As if news of the National Security Agency collecting phone records on millions of Americans wasn’t enough, a new report reveals that the NSA and FBI are directly tapped into central servers at nine U.S. internet firms, in order to provide constant monitoring of audio, video, photos, emails and documents as well as connection logs.
The companies whose servers are being mined are reportedly Microsoft, Yahoo, Google, Facebook, PalTalk, AOL, Skype, YouTube, and Apple. The classified program, dubbed PRISM, has been in operation since 2007 and has been a leading source of intelligence fed to the president in his daily intelligence briefings, according to the Washington Post, which broke the story at the same time as the Guardian today.
The Post notes that PalTalk hosted significant traffic during the Arab Spring and during the ongoing Syrian civil war.

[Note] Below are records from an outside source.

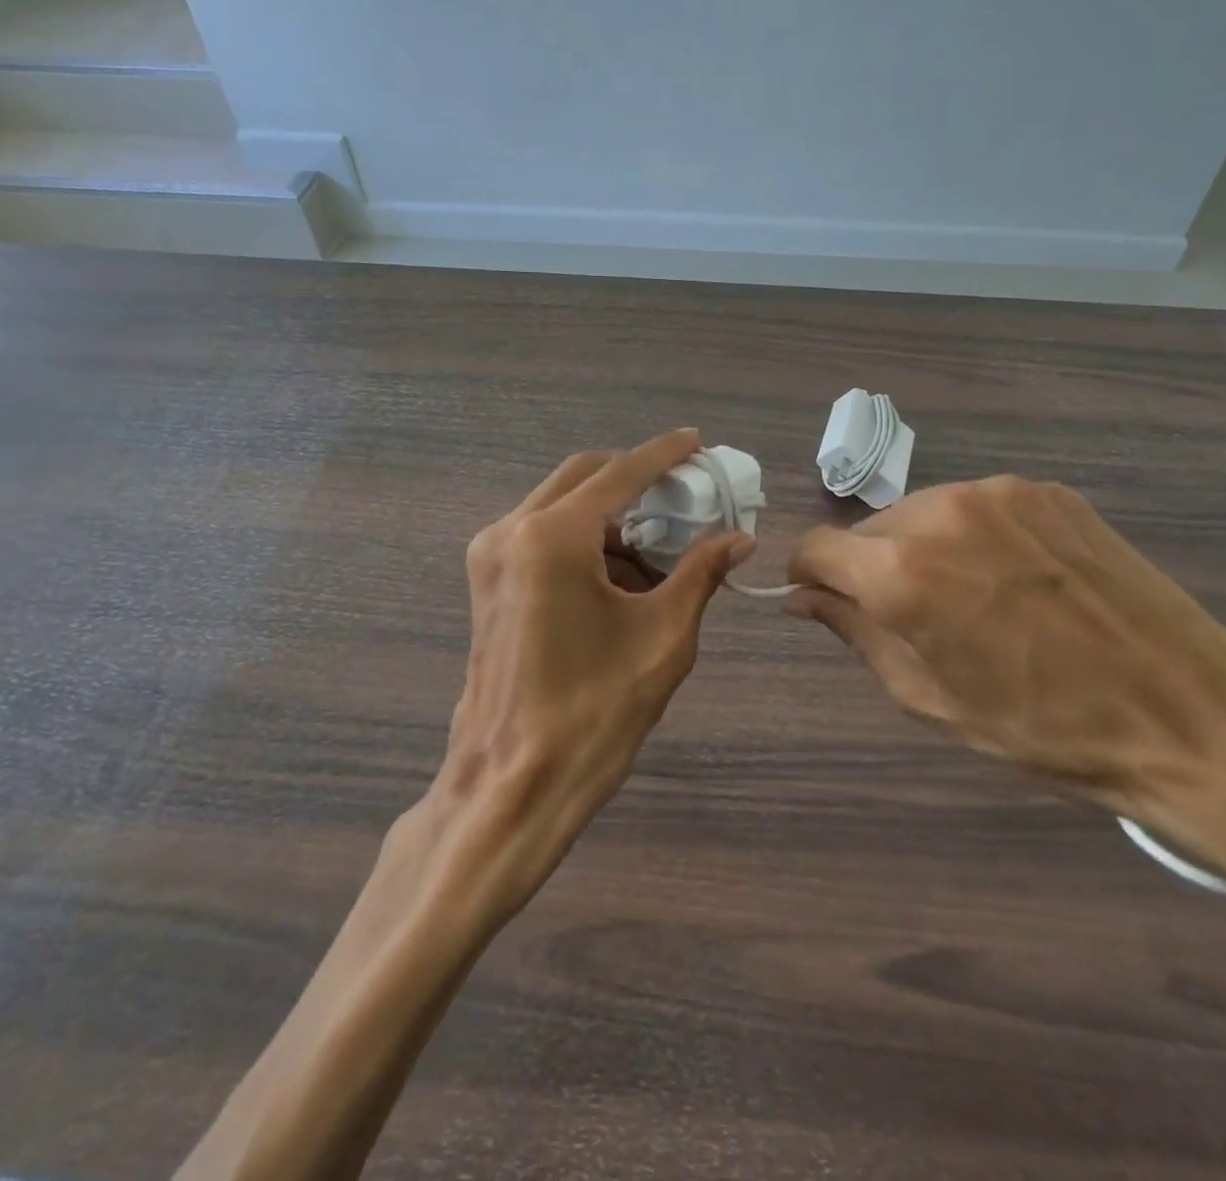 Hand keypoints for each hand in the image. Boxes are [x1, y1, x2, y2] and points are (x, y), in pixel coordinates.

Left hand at [437, 429, 751, 910]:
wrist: (512, 783)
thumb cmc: (594, 712)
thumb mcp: (663, 637)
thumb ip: (700, 573)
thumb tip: (739, 538)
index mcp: (553, 537)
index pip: (620, 473)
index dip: (663, 454)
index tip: (698, 442)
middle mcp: (512, 530)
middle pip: (584, 476)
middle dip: (635, 479)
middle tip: (684, 495)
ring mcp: (491, 555)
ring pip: (561, 504)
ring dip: (611, 513)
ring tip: (660, 547)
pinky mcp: (487, 581)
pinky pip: (543, 535)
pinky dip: (585, 538)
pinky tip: (621, 575)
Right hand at [786, 476, 1225, 817]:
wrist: (1188, 713)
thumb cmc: (1043, 727)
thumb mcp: (928, 696)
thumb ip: (854, 632)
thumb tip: (803, 596)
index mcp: (902, 572)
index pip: (815, 547)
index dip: (809, 576)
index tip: (825, 600)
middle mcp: (940, 512)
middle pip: (869, 529)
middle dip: (872, 567)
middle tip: (915, 617)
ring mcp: (999, 493)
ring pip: (922, 513)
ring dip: (924, 548)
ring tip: (975, 598)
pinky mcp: (1046, 490)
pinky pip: (978, 507)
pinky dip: (975, 536)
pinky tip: (1019, 578) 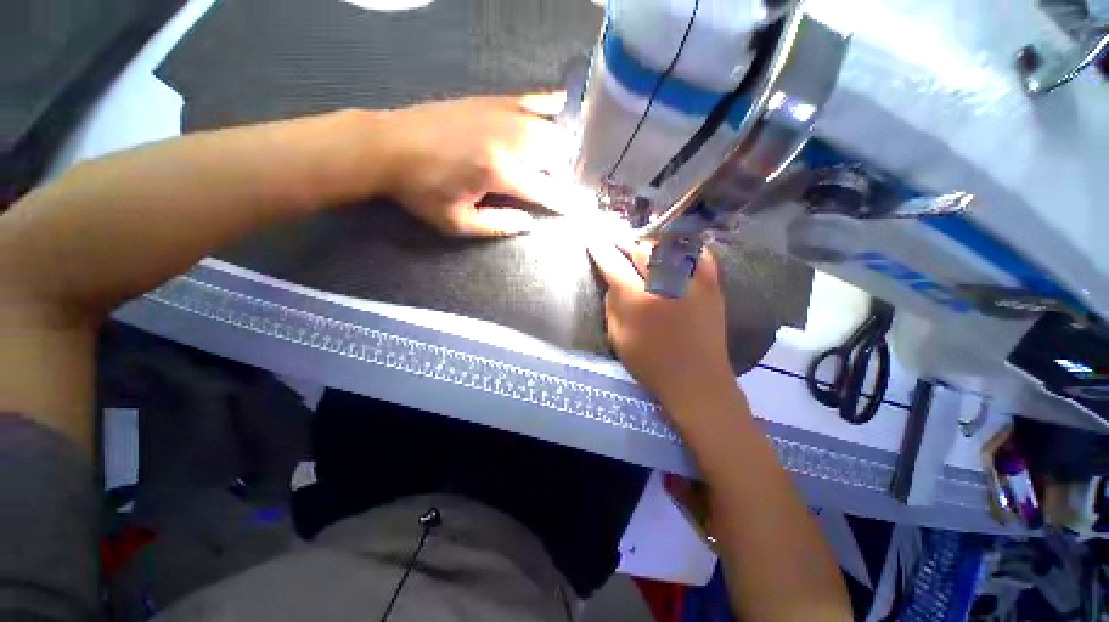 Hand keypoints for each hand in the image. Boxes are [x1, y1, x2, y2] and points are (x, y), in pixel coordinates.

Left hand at [378, 94, 573, 236]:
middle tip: (565, 187)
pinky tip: (563, 108)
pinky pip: (531, 99)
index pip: (544, 189)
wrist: (388, 146)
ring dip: (563, 148)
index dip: (562, 202)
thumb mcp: (457, 223)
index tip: (575, 209)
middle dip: (565, 174)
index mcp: (498, 172)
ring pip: (549, 129)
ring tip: (566, 162)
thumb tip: (529, 224)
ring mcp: (501, 115)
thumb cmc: (422, 191)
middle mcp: (508, 139)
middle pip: (555, 156)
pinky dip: (551, 106)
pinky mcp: (492, 101)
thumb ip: (498, 226)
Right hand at [587, 241, 737, 412]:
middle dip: (627, 242)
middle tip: (619, 244)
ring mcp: (693, 280)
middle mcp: (665, 283)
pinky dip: (684, 248)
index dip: (601, 249)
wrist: (697, 379)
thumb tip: (613, 280)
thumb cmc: (651, 363)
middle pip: (642, 247)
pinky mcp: (713, 284)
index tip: (594, 240)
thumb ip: (613, 304)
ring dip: (652, 244)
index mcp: (638, 299)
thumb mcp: (617, 337)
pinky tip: (674, 252)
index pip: (613, 263)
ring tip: (644, 249)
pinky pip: (698, 253)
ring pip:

Microsoft was the first to cave into the requests in 2007, though Apple resisted for five years before joining the club last year.
Dropbox is on the government’s wishlist for other servers in its sights. Presentation slides describing the program indicate that surveillance of Dropbox is “coming soon,” according to the Post, which says the companies have been given immunity from lawsuits through a directive signed by the attorney general and the director of national intelligence.
But according to the Guardian the companies are unaware the program exists and are not cooperating. Several who responded to a Guardian request for comment denied knowledge of the program.
“Several senior tech executives insisted that they had no knowledge of PRISM or of any similar scheme,” the Guardian writes. “They said they would never have been involved in such a programme. ‘If they are doing this, they are doing it without our knowledge,’ one executive told the paper. The Guardian did not identify the source’s company.
Google’s vague response came in a denial that the company has provided a backdoor to the feds — a response that isn’t an outright denial about the program.
“Google cares deeply about the security of our users’ data,” a company spokesman told the Guardian. “We disclose user data to government in accordance with the law, and we review all such requests carefully. From time to time, people allege that we have created a government ‘back door’ into our systems, but Google does not have a ‘back door’ for the government to access private user data.”
The two news outlets learned of the program through a 41-slide PowerPoint presentation that was leaked to them. The top secret slides were apparently used to train intelligence operatives on the program.
According to the Post, the system is not a dragnet, per se, since the program doesn’t vacuum everything indiscriminately. But it allows NSA analysts at Ft. Meade to sit at their desks and fish the data stream for key terms.
The program is supposed to focus on data pertaining to foreigners. But search terms the analysts use to pull data are only designed to be at least 51 percent accurate in determining a target’s “foreignness.” This means a lot of U.S. content is bound to get caught in the net. But training materials obtained by the Post aren’t too concerned about accidental collections of U.S. content, calling it “nothing to worry about” and telling analysts to simply report those accidental collections in a quarterly report.
The program is a cousin to another bulk-collection program code-named BLARNEY, which collects internet “metadata” — address packets, device signatures and other information — that roars along the internet’s backbone.
BLARNEY, which the presentation slides illustrate with a shamrock and a leprechaun’s hat, is “an ongoing collection program that leverages IC [intelligence community] and commercial partnerships to gain access and exploit foreign intelligence obtained from global networks.”
The news comes in the wake of another report published yesterday by the Guardian revealing that the NSA and FBI have been collecting phone records for millions of Verizon customers with a court order. The phone records collection only pertained to metadata and did not involve the content of phone calls, but the new report about tapping internet companies would collect content as well as metadata.
[Editor’s Note: This story was based on an article originally published by the Washington Post indicating that the government had direct access to the servers of internet companies. The Post later revised its story after the companies acknowledged they provided the government with data requested under court order but did not give the government direct access to their servers.